_Data shown:_
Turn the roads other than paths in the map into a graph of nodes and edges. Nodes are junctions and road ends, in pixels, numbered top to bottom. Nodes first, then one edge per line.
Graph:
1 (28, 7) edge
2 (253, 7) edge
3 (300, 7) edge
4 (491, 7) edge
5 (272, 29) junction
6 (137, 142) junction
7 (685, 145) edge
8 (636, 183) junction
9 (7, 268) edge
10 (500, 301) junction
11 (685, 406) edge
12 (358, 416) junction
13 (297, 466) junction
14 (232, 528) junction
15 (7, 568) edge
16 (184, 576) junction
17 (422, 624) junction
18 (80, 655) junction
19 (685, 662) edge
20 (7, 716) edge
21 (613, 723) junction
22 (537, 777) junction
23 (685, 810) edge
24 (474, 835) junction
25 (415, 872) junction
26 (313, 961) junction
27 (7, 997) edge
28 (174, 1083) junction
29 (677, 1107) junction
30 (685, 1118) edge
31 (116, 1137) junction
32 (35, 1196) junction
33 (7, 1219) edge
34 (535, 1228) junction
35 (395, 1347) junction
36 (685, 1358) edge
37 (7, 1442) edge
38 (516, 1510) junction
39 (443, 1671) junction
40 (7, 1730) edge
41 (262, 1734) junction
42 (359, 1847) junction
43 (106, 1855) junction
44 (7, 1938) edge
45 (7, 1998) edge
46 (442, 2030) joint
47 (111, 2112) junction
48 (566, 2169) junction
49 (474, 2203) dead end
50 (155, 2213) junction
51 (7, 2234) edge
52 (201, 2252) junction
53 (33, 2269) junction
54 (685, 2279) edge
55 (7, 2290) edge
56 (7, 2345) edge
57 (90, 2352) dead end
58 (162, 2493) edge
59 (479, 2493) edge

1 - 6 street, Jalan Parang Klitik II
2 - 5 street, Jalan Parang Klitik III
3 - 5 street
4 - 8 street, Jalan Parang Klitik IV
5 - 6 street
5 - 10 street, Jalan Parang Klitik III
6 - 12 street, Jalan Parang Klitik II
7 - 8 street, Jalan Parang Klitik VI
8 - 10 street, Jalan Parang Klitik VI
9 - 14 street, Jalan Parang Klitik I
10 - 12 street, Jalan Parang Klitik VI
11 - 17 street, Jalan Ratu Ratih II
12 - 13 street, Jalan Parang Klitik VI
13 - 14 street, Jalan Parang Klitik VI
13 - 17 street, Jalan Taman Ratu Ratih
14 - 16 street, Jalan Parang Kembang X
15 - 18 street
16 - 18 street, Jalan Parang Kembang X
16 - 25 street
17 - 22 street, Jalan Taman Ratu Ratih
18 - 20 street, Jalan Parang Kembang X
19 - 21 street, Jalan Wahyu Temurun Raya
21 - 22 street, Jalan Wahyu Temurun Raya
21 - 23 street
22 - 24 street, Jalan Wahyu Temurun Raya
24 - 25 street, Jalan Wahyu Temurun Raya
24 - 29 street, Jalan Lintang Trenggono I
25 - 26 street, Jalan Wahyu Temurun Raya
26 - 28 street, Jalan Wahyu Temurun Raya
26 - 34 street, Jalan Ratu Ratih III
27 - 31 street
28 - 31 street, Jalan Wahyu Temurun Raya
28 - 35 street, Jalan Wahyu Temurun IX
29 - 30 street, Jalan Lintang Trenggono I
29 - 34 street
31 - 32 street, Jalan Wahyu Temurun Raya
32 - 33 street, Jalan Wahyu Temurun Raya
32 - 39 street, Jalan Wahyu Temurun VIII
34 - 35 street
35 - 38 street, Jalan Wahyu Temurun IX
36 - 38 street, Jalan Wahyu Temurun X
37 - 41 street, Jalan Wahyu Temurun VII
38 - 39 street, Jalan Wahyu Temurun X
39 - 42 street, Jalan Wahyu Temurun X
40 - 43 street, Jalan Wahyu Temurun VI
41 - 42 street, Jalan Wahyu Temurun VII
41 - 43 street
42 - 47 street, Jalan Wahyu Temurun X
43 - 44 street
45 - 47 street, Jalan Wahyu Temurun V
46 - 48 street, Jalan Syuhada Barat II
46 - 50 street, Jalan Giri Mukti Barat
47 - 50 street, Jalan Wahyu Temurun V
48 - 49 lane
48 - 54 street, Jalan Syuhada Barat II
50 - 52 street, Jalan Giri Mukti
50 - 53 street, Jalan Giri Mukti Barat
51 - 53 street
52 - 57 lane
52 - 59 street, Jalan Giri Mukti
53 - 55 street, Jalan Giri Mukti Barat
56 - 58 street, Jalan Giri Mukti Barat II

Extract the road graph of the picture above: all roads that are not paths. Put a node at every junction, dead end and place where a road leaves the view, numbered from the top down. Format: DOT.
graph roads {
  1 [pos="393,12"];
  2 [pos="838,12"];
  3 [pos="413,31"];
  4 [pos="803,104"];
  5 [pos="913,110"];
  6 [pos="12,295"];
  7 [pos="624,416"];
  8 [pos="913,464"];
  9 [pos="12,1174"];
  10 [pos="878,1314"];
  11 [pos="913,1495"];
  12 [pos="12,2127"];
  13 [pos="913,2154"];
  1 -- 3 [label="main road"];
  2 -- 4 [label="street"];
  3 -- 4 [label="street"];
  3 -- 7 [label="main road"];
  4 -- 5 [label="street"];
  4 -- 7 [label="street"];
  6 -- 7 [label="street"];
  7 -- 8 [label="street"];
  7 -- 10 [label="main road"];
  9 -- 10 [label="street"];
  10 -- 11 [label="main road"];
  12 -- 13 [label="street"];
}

_What needs to be done:_ Write the data out again, verbatim.

_Exercise output:_
Turn the roads other than paths in the map into a graph of nodes and edges. Nodes are junctions and road ends, in pixels, numbered top to bottom. Nodes first, then one edge per line.
Graph:
1 (28, 7) edge
2 (253, 7) edge
3 (300, 7) edge
4 (491, 7) edge
5 (272, 29) junction
6 (137, 142) junction
7 (685, 145) edge
8 (636, 183) junction
9 (7, 268) edge
10 (500, 301) junction
11 (685, 406) edge
12 (358, 416) junction
13 (297, 466) junction
14 (232, 528) junction
15 (7, 568) edge
16 (184, 576) junction
17 (422, 624) junction
18 (80, 655) junction
19 (685, 662) edge
20 (7, 716) edge
21 (613, 723) junction
22 (537, 777) junction
23 (685, 810) edge
24 (474, 835) junction
25 (415, 872) junction
26 (313, 961) junction
27 (7, 997) edge
28 (174, 1083) junction
29 (677, 1107) junction
30 (685, 1118) edge
31 (116, 1137) junction
32 (35, 1196) junction
33 (7, 1219) edge
34 (535, 1228) junction
35 (395, 1347) junction
36 (685, 1358) edge
37 (7, 1442) edge
38 (516, 1510) junction
39 (443, 1671) junction
40 (7, 1730) edge
41 (262, 1734) junction
42 (359, 1847) junction
43 (106, 1855) junction
44 (7, 1938) edge
45 (7, 1998) edge
46 (442, 2030) joint
47 (111, 2112) junction
48 (566, 2169) junction
49 (474, 2203) dead end
50 (155, 2213) junction
51 (7, 2234) edge
52 (201, 2252) junction
53 (33, 2269) junction
54 (685, 2279) edge
55 (7, 2290) edge
56 (7, 2345) edge
57 (90, 2352) dead end
58 (162, 2493) edge
59 (479, 2493) edge

1 - 6 street, Jalan Parang Klitik II
2 - 5 street, Jalan Parang Klitik III
3 - 5 street
4 - 8 street, Jalan Parang Klitik IV
5 - 6 street
5 - 10 street, Jalan Parang Klitik III
6 - 12 street, Jalan Parang Klitik II
7 - 8 street, Jalan Parang Klitik VI
8 - 10 street, Jalan Parang Klitik VI
9 - 14 street, Jalan Parang Klitik I
10 - 12 street, Jalan Parang Klitik VI
11 - 17 street, Jalan Ratu Ratih II
12 - 13 street, Jalan Parang Klitik VI
13 - 14 street, Jalan Parang Klitik VI
13 - 17 street, Jalan Taman Ratu Ratih
14 - 16 street, Jalan Parang Kembang X
15 - 18 street
16 - 18 street, Jalan Parang Kembang X
16 - 25 street
17 - 22 street, Jalan Taman Ratu Ratih
18 - 20 street, Jalan Parang Kembang X
19 - 21 street, Jalan Wahyu Temurun Raya
21 - 22 street, Jalan Wahyu Temurun Raya
21 - 23 street
22 - 24 street, Jalan Wahyu Temurun Raya
24 - 25 street, Jalan Wahyu Temurun Raya
24 - 29 street, Jalan Lintang Trenggono I
25 - 26 street, Jalan Wahyu Temurun Raya
26 - 28 street, Jalan Wahyu Temurun Raya
26 - 34 street, Jalan Ratu Ratih III
27 - 31 street
28 - 31 street, Jalan Wahyu Temurun Raya
28 - 35 street, Jalan Wahyu Temurun IX
29 - 30 street, Jalan Lintang Trenggono I
29 - 34 street
31 - 32 street, Jalan Wahyu Temurun Raya
32 - 33 street, Jalan Wahyu Temurun Raya
32 - 39 street, Jalan Wahyu Temurun VIII
34 - 35 street
35 - 38 street, Jalan Wahyu Temurun IX
36 - 38 street, Jalan Wahyu Temurun X
37 - 41 street, Jalan Wahyu Temurun VII
38 - 39 street, Jalan Wahyu Temurun X
39 - 42 street, Jalan Wahyu Temurun X
40 - 43 street, Jalan Wahyu Temurun VI
41 - 42 street, Jalan Wahyu Temurun VII
41 - 43 street
42 - 47 street, Jalan Wahyu Temurun X
43 - 44 street
45 - 47 street, Jalan Wahyu Temurun V
46 - 48 street, Jalan Syuhada Barat II
46 - 50 street, Jalan Giri Mukti Barat
47 - 50 street, Jalan Wahyu Temurun V
48 - 49 lane
48 - 54 street, Jalan Syuhada Barat II
50 - 52 street, Jalan Giri Mukti
50 - 53 street, Jalan Giri Mukti Barat
51 - 53 street
52 - 57 lane
52 - 59 street, Jalan Giri Mukti
53 - 55 street, Jalan Giri Mukti Barat
56 - 58 street, Jalan Giri Mukti Barat II

Extract the road graph of the picture above: all roads that are not paths. Put a node at every junction, dead end and place where a road leaves the view, numbered from the top down. Format: DOT.
graph roads {
  1 [pos="393,12"];
  2 [pos="838,12"];
  3 [pos="413,31"];
  4 [pos="803,104"];
  5 [pos="913,110"];
  6 [pos="12,295"];
  7 [pos="624,416"];
  8 [pos="913,464"];
  9 [pos="12,1174"];
  10 [pos="878,1314"];
  11 [pos="913,1495"];
  12 [pos="12,2127"];
  13 [pos="913,2154"];
  1 -- 3 [label="main road"];
  2 -- 4 [label="street"];
  3 -- 4 [label="street"];
  3 -- 7 [label="main road"];
  4 -- 5 [label="street"];
  4 -- 7 [label="street"];
  6 -- 7 [label="street"];
  7 -- 8 [label="street"];
  7 -- 10 [label="main road"];
  9 -- 10 [label="street"];
  10 -- 11 [label="main road"];
  12 -- 13 [label="street"];
}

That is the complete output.